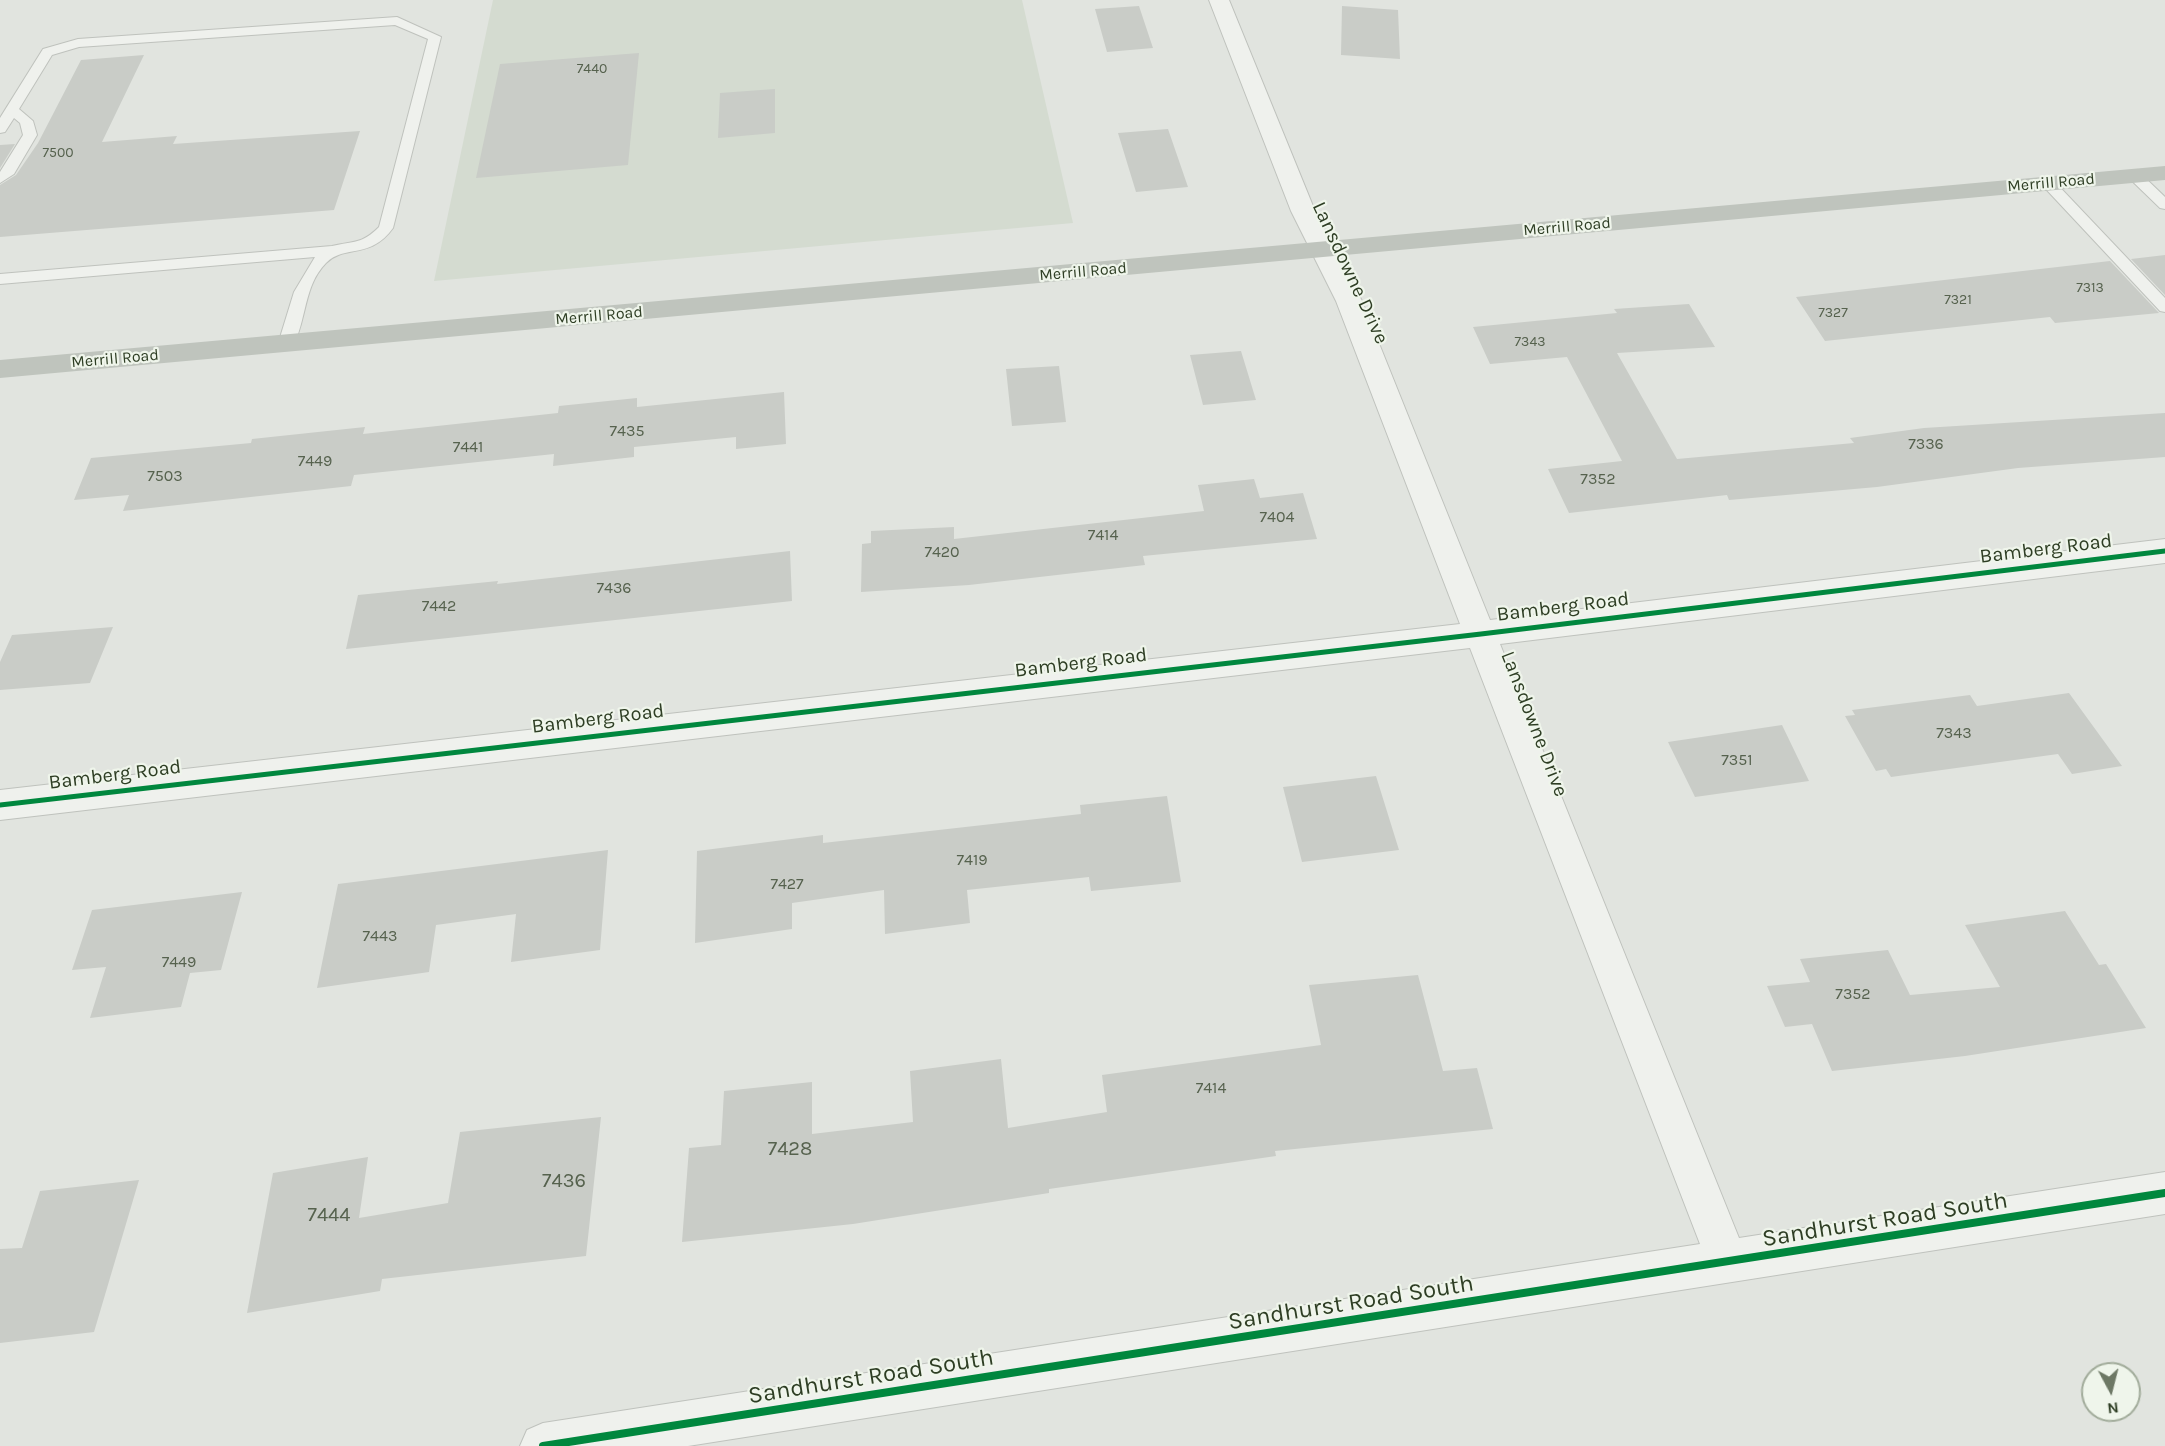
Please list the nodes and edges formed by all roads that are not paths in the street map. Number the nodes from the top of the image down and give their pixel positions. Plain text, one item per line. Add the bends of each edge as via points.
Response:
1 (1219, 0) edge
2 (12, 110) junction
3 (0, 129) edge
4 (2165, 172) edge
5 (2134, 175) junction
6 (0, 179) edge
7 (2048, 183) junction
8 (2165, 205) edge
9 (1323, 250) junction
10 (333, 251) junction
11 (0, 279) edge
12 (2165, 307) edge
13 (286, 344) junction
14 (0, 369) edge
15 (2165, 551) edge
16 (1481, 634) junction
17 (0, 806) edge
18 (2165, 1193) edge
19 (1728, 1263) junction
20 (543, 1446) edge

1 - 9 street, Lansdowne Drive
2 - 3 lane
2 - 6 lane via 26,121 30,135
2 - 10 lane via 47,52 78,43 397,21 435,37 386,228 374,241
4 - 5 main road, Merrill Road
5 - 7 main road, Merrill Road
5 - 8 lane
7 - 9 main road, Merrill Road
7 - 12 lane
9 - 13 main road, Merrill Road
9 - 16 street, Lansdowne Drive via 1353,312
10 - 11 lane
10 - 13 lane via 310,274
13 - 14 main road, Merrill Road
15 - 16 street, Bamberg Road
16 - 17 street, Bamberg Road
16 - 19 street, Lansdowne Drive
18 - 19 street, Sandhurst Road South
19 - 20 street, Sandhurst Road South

**PROBLEM TO SOLVE:**
Return every line above exactly, omitting images.

**ANSWER:**
Please list the nodes and edges formed by all roads that are not paths in the street map. Number the nodes from the top of the image down and give their pixel positions. Plain text, one item per line. Add the bends of each edge as via points.
Response:
1 (1219, 0) edge
2 (12, 110) junction
3 (0, 129) edge
4 (2165, 172) edge
5 (2134, 175) junction
6 (0, 179) edge
7 (2048, 183) junction
8 (2165, 205) edge
9 (1323, 250) junction
10 (333, 251) junction
11 (0, 279) edge
12 (2165, 307) edge
13 (286, 344) junction
14 (0, 369) edge
15 (2165, 551) edge
16 (1481, 634) junction
17 (0, 806) edge
18 (2165, 1193) edge
19 (1728, 1263) junction
20 (543, 1446) edge

1 - 9 street, Lansdowne Drive
2 - 3 lane
2 - 6 lane via 26,121 30,135
2 - 10 lane via 47,52 78,43 397,21 435,37 386,228 374,241
4 - 5 main road, Merrill Road
5 - 7 main road, Merrill Road
5 - 8 lane
7 - 9 main road, Merrill Road
7 - 12 lane
9 - 13 main road, Merrill Road
9 - 16 street, Lansdowne Drive via 1353,312
10 - 11 lane
10 - 13 lane via 310,274
13 - 14 main road, Merrill Road
15 - 16 street, Bamberg Road
16 - 17 street, Bamberg Road
16 - 19 street, Lansdowne Drive
18 - 19 street, Sandhurst Road South
19 - 20 street, Sandhurst Road South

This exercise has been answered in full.